The Court’s Perspective

When examining a dispute, the judge of the Civil Court of Peace seeks answers to the following two questions:

  • Is the defendant’s conduct contrary to the architectural project or the management plan? (Review of written documents/project)
  • Does the conduct genuinely restrict the plaintiff’s right of use? (Expert report/on-site inspection)

If a violation of the architectural project is established, the judge generally has little hesitation in ordering restoration to the original state. However, in cases involving personal disturbances such as noise or odors, the judge examines whether the “ordinary limits of neighbourly tolerance” have been exceeded.

“Legal Assistance” for Foreign Owners

As a foreign owner, a lack of familiarity with the language of the court and legal procedures may cause you to appear unjustified even when you are right.
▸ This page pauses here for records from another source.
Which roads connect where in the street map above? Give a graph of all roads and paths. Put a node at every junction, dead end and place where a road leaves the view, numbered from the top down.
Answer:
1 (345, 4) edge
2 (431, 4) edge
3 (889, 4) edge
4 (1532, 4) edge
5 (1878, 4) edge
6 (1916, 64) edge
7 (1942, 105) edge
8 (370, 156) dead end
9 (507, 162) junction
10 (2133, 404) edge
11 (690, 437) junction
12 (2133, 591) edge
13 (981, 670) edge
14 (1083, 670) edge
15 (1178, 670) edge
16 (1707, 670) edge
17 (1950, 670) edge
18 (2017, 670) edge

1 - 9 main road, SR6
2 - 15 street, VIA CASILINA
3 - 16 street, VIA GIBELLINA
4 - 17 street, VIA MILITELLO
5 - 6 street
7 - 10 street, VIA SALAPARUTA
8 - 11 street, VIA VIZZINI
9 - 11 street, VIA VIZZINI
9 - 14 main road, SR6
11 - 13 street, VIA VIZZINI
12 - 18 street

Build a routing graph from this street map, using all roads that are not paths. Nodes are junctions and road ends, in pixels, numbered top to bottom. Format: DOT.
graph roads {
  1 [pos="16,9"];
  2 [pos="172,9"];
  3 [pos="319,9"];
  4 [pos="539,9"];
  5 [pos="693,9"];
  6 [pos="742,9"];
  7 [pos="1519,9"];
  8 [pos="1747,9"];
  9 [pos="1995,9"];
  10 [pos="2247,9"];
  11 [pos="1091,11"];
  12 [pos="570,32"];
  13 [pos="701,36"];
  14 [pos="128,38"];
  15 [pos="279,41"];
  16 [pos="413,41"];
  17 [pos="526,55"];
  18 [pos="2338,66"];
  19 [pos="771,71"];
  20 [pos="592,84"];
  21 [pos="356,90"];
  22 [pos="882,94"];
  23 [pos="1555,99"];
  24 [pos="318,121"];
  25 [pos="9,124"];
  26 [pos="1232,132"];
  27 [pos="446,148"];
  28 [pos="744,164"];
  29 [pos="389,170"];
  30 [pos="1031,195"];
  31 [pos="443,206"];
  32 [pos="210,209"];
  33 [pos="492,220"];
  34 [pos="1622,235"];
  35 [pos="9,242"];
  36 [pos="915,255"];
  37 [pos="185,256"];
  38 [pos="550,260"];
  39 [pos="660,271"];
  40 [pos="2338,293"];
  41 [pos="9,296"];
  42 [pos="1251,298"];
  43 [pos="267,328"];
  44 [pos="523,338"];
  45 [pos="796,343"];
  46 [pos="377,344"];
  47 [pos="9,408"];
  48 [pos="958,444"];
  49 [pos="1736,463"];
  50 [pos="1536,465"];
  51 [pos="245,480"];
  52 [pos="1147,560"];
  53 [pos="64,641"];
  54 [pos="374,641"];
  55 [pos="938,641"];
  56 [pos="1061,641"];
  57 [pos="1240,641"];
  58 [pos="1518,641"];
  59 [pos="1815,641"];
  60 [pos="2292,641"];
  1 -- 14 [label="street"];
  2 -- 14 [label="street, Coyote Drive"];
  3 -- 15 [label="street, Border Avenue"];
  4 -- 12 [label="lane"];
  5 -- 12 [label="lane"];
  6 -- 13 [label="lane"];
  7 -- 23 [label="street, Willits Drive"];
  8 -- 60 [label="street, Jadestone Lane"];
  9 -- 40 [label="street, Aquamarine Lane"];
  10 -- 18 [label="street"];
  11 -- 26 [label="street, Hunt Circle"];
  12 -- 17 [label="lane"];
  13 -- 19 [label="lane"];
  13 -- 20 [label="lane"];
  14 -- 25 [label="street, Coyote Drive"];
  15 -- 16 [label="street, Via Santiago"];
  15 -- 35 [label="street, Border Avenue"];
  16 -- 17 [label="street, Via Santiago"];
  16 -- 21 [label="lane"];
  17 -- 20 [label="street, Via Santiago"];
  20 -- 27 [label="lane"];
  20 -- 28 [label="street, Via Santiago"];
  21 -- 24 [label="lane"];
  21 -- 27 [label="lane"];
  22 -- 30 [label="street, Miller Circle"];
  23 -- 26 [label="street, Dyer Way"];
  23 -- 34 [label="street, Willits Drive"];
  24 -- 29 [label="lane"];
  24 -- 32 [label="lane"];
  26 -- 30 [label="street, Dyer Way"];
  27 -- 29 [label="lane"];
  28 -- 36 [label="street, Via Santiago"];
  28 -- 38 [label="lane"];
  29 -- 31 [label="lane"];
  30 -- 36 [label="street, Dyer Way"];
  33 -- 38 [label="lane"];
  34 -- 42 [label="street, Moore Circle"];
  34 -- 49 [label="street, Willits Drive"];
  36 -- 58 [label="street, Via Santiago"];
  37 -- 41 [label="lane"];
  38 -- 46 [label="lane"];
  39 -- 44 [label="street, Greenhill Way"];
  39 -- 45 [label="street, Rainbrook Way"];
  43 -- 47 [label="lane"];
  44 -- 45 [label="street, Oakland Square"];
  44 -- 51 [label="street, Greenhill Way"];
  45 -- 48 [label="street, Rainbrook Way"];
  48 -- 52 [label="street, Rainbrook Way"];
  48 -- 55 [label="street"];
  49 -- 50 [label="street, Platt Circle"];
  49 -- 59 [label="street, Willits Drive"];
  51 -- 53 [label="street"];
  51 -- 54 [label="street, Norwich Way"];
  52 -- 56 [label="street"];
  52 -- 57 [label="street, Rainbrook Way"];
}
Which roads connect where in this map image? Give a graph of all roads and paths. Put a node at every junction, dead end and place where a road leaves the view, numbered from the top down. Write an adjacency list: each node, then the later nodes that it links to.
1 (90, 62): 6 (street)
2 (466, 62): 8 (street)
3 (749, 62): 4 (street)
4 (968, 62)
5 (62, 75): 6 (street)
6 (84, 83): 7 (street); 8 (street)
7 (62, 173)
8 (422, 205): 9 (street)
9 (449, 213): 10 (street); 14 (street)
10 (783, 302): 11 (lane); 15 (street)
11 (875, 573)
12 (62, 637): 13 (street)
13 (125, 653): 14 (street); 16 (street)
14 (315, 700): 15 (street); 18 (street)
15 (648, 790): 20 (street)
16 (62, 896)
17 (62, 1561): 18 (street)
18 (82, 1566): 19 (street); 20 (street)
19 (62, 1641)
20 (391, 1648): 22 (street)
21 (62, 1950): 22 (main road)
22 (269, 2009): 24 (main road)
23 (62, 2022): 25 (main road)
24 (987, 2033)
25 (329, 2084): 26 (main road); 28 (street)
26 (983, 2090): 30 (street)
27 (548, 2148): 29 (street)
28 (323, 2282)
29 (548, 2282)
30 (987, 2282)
During this process:

Interpreter and Expert Assistance: Obtaining the assistance of interpreters and expert witnesses is essential for ensuring the accuracy of the proceedings.

Legal Notice: Before initiating litigation, notices sent through a law office often resolve the issue without the need to file a lawsuit.

Management of the Process

Neighbour law lawsuits are tools for protecting your property rights and ensuring your peace and comfort. The litigation process generally proceeds as follows:

  1. Filing of the lawsuit.
  2. Expert examination (determination).
  3. Submission of the parties’ defenses and evidence.
  4. Court judgment (prevention of interference or compensation).

It should be remembered that lawsuits brought under neighbour law are not merely “compensation” cases but cases concerning the “order of daily life.” The court’s judgment establishes the legal hierarchy and boundaries within the building.